Alexandre: The next indication we are working on today already is allergy in [the] case of anaphylactic shock. So, there are some products, some autoinjectors, with needles already on the market, but there is still unmet need due to the fact that there is a high risk of misuse of these devices. So, there are some other indications, in asthma and so on. But, clearly today, we are, as was mentioned by Dan, we have some groups that are working in order to sort the indications in terms of importance.

For example, we are also working on adrenal insufficiency. Some people may have some seizures after a stress or an episode. This is more or less a rare disease and very difficult to diagnose when they come to the hospital. And they have no solutions today that can be used by nonprofessionals. So, these are examples of indications we are already working on.

Is there any difference in the way the scenarios around those would differ in the way that the technology would need to be applied or used from a medical practitioner’s or drug deliverer’s perspective?

Chiche: Yeah, it's a good question. But at the end of the day, what is the value of the Zeneo® Crossject device? The value is that it is extremely simple. You cannot make a mistake when you use it. It has been tested on thousands of nonprofessionals. And you essentially, virtually, cannot make a mistake with the device. Very simple.

On top of that, you eliminate all sorts of accidents. You can start with — one typical accident is one having an accident with the needle. There are no needles. So, the device by itself is extremely safe.

And on top of that, you cannot make any mistake with regards to dosage. Why do you need a professional? [In scenarios] when you have a vial and a syringe and the needle, [and] you need to do the calculation, milligram volume, and you extract something. Here [with the Crossject device], you cannot make any mistake. The dose is the dose that is in the device because it is ready for use, and it has to be used just once.

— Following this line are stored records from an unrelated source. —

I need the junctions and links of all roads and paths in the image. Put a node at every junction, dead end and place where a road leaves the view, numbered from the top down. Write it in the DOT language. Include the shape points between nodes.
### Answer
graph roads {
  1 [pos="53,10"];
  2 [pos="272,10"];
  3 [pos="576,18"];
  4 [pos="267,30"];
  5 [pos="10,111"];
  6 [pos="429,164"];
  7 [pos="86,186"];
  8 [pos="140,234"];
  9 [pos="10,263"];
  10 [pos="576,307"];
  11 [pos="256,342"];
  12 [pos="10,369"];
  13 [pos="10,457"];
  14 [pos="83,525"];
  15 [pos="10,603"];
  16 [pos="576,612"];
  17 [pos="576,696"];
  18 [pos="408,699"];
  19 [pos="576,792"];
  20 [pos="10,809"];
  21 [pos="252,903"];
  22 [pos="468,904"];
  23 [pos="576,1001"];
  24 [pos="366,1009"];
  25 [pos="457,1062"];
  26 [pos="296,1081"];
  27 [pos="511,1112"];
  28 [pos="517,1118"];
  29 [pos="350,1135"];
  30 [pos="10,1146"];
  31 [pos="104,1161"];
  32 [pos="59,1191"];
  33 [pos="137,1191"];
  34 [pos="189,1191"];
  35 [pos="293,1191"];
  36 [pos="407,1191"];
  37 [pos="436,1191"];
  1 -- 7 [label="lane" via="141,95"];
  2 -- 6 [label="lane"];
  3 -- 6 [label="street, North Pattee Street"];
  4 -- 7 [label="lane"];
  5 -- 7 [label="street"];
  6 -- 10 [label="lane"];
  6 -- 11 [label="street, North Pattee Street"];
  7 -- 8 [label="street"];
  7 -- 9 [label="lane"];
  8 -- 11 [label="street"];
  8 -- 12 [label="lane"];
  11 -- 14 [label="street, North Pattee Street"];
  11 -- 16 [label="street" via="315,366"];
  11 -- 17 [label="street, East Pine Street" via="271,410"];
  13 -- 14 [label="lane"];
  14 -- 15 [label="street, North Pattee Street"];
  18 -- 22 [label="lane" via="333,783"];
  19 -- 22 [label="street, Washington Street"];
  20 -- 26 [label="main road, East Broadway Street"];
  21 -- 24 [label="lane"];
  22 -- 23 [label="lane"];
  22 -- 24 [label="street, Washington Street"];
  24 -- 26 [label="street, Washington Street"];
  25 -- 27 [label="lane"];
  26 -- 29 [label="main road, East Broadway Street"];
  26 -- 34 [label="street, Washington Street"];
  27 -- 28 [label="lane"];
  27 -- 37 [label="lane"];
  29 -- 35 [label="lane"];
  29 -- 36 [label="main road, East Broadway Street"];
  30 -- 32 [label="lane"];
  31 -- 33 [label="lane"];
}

For example, the dose of midazolam is 10 mg. It’s nothing else but 10 mg. So, there is essentially no possibility of making a mistake, and that typically is the situation we are looking for. We are looking for a situation where the value of the drug is properly established. And that is the case for midazolam because, [on] both sides of the Atlantic, midazolam intramuscular is recommended as a first-line therapy for status epilepticus at the dose of 10 mg.

So, the product could not be challenged. It is well known, recommended worldwide, dose established, etc. The only thing that we add onto that is that we provide the device so that it can be injected much more rapidly without, potentially, the need for a professional. So that, instead of having to wait 10, 20 minutes for the professional to be on site, it could be done within minutes by someone around the patient with the risk of status epilepticus.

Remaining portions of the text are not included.